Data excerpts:

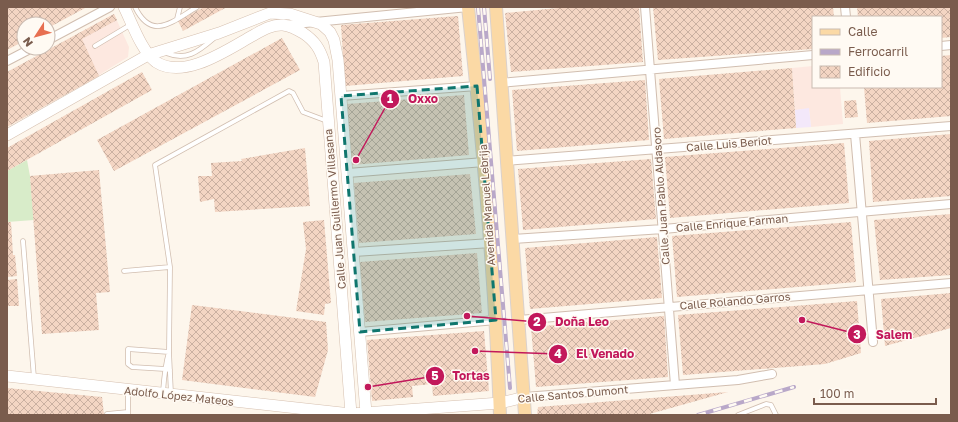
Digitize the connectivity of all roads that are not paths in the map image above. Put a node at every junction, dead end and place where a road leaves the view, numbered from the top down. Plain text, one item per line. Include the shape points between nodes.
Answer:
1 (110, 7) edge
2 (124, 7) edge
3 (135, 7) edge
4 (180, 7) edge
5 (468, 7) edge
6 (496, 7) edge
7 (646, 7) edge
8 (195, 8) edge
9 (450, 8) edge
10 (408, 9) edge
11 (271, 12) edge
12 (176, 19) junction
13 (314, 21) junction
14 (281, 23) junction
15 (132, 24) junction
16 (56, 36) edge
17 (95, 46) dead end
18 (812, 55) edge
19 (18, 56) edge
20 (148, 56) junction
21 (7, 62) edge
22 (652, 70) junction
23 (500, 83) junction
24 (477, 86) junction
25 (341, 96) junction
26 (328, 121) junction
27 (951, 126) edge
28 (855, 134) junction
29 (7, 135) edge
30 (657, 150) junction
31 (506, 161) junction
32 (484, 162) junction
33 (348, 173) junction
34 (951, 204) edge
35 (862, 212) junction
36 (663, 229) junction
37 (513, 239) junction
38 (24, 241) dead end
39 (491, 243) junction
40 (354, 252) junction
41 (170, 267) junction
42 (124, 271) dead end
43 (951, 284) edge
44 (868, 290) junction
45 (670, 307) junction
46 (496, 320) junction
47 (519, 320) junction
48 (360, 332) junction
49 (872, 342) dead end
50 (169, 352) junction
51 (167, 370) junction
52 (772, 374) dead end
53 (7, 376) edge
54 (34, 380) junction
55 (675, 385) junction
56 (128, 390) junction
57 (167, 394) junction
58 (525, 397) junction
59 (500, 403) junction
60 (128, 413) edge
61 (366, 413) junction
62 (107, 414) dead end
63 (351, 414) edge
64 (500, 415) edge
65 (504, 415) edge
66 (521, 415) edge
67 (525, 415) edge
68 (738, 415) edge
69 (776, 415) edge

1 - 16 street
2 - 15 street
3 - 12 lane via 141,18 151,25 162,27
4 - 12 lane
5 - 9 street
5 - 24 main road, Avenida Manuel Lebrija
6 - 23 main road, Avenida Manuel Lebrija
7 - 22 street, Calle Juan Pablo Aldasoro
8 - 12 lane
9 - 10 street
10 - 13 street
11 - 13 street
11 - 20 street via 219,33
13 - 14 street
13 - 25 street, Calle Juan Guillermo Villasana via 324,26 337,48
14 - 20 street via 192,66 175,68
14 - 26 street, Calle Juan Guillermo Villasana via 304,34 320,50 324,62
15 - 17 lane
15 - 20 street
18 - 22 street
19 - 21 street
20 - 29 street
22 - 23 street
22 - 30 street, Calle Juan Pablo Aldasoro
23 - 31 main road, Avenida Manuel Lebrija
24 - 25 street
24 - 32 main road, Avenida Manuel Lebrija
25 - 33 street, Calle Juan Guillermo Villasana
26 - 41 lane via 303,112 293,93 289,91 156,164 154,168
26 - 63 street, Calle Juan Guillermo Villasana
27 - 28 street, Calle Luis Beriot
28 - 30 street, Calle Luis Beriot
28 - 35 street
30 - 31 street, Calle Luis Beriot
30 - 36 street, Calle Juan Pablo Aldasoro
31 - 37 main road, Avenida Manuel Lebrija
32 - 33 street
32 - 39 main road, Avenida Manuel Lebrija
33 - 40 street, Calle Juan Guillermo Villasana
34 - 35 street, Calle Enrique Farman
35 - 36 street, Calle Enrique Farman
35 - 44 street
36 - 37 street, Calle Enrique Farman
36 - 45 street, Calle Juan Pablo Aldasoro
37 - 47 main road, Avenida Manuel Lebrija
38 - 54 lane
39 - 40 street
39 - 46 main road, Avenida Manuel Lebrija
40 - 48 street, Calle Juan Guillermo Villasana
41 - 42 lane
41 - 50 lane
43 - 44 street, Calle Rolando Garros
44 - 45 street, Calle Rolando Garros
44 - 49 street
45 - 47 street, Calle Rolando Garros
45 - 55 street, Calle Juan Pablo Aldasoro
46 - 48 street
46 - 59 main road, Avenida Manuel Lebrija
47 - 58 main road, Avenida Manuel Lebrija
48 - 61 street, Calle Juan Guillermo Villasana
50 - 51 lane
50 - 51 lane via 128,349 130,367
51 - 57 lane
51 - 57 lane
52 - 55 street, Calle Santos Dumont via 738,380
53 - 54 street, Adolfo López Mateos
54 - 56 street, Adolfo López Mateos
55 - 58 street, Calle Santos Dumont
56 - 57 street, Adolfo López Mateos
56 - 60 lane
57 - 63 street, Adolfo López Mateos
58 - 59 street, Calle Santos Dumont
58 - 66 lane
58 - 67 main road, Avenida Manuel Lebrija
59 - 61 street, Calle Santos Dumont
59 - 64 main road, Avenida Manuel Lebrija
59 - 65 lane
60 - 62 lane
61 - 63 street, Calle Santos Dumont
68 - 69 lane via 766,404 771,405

--

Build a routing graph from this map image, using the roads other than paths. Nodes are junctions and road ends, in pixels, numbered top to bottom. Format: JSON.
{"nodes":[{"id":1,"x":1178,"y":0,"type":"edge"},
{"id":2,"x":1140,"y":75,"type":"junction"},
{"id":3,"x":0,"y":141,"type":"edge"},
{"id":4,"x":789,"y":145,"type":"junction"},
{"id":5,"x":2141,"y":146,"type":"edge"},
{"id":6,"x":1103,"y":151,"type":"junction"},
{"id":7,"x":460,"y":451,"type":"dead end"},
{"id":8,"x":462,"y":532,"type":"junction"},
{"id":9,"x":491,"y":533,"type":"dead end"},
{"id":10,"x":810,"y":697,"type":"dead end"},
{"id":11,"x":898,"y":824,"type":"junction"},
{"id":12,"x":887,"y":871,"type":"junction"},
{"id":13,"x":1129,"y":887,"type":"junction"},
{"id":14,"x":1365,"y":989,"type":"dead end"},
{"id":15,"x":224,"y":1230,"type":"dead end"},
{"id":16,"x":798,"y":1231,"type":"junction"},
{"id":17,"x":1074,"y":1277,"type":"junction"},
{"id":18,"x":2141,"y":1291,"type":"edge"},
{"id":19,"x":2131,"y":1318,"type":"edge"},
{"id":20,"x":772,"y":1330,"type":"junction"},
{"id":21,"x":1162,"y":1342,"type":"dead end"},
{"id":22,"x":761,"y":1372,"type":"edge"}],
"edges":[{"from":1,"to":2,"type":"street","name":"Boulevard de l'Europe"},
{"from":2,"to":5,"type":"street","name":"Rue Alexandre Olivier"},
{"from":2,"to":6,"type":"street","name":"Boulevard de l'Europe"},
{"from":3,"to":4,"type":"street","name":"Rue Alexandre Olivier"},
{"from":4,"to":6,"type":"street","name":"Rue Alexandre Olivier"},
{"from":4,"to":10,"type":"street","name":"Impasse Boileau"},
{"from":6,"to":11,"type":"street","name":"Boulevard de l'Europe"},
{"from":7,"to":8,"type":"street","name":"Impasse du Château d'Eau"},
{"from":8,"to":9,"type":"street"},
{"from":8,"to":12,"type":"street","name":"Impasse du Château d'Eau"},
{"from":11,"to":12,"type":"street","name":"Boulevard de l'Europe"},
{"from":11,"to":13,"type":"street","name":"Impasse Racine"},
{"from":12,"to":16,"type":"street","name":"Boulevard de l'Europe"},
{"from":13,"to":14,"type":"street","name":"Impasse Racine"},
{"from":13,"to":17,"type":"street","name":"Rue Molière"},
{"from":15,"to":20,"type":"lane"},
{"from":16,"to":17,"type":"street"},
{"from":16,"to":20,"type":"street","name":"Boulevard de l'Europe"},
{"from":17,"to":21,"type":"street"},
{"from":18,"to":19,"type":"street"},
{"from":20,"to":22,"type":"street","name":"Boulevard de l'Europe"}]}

--

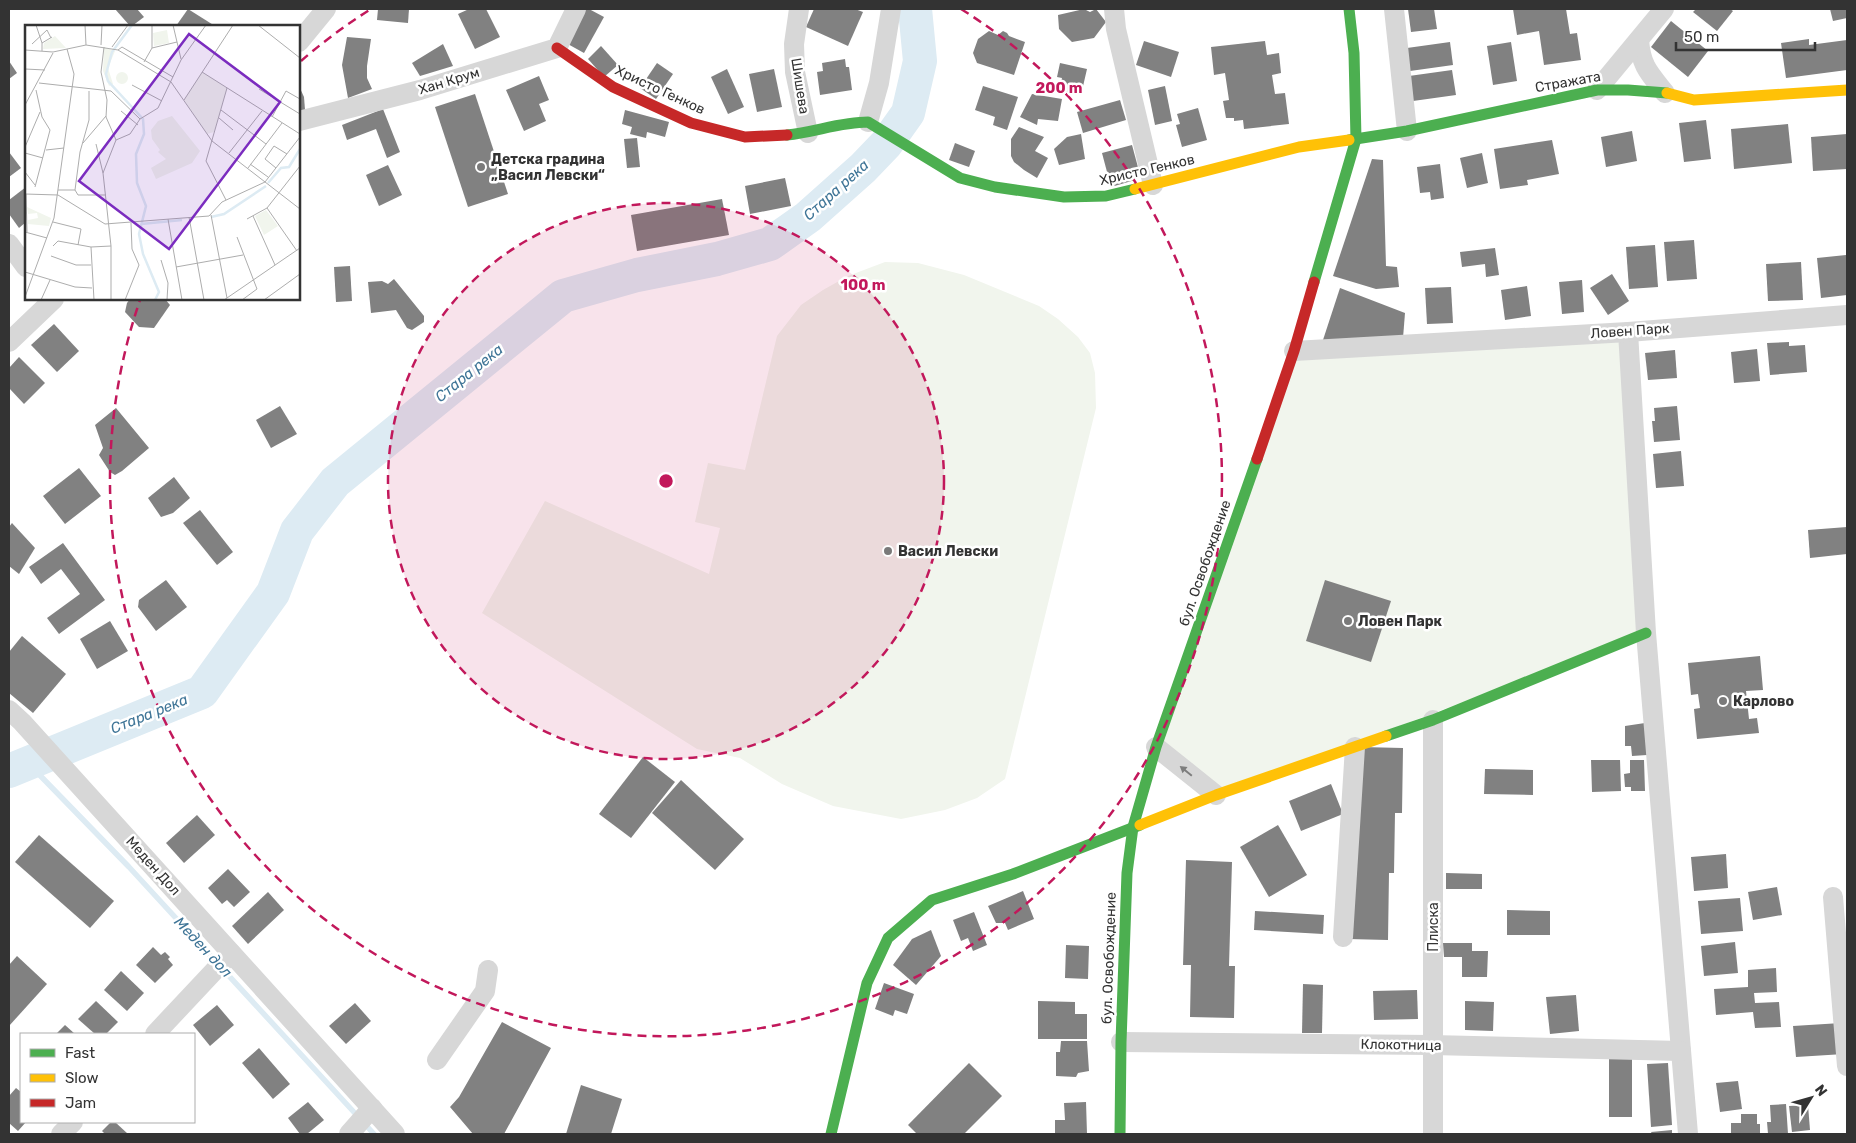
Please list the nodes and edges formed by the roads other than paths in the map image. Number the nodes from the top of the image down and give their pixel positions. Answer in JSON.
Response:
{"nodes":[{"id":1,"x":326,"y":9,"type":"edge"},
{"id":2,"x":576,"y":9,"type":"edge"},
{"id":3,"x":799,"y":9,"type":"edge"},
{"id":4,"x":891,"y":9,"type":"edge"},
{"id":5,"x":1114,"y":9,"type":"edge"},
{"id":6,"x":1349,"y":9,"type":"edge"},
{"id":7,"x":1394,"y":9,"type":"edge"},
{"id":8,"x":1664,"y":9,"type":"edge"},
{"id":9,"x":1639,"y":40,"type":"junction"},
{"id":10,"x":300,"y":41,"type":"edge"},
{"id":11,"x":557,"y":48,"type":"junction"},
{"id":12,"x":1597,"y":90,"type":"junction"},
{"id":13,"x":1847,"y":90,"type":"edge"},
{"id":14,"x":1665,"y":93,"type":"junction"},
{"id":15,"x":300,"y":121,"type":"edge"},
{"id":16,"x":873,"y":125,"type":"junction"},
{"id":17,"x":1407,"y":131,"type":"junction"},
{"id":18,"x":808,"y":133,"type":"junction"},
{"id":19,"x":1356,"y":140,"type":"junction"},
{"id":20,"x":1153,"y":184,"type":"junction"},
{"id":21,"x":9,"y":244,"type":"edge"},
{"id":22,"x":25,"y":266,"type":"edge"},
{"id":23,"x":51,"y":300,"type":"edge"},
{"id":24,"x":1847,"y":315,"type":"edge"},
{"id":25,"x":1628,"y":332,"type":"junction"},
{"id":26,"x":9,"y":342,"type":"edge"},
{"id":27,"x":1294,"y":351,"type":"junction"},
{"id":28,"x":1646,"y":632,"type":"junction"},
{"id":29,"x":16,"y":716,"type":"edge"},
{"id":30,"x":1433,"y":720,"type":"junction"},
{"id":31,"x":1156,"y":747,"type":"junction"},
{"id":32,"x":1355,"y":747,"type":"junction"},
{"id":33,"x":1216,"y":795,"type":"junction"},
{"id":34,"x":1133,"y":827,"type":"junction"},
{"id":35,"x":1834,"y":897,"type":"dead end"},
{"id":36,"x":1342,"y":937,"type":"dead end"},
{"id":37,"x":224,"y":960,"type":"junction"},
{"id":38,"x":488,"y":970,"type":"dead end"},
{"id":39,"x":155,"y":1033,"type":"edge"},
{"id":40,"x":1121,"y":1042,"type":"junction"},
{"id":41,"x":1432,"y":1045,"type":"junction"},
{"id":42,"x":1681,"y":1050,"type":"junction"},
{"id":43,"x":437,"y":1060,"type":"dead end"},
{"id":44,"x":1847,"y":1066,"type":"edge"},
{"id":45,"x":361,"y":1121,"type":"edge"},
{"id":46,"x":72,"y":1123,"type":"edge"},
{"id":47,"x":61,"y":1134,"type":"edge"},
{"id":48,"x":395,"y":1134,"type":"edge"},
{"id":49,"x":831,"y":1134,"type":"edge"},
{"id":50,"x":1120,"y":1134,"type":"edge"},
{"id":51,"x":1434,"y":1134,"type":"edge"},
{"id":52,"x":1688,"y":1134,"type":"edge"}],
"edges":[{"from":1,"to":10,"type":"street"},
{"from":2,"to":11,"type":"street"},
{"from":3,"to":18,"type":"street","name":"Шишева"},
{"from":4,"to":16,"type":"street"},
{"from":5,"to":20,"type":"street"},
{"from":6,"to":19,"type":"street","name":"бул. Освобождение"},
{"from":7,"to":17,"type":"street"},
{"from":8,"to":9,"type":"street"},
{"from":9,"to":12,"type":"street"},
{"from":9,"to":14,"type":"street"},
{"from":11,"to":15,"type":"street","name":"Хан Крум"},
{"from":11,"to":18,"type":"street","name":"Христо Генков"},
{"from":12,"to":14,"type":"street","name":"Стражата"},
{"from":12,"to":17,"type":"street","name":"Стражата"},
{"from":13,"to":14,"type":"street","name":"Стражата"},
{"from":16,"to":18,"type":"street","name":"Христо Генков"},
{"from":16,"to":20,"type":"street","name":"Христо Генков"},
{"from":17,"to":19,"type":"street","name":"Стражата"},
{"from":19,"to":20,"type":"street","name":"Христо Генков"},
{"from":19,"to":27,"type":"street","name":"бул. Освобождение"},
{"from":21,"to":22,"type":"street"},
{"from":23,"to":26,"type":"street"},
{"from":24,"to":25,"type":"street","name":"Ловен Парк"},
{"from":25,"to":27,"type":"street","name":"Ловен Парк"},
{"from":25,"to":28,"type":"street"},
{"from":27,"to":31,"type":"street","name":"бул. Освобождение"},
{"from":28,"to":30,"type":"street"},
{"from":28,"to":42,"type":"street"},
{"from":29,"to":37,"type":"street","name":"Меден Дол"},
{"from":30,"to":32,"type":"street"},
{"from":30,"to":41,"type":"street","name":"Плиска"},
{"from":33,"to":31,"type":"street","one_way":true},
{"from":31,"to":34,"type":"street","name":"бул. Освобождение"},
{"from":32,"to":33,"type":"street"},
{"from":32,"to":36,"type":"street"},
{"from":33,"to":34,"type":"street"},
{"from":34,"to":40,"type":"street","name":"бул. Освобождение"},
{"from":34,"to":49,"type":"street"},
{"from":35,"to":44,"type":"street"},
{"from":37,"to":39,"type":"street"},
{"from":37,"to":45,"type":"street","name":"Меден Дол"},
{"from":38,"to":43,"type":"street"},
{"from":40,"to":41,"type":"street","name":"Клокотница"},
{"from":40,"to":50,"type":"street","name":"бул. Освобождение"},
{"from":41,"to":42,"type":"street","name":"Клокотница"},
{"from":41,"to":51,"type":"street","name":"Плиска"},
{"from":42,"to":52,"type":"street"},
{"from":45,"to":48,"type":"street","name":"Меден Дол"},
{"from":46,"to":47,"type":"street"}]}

What is expected: Find and copy every line in the entries above where the string "Garros" occurs.

Written solution:
43 - 44 street, Calle Rolando Garros
44 - 45 street, Calle Rolando Garros
45 - 47 street, Calle Rolando Garros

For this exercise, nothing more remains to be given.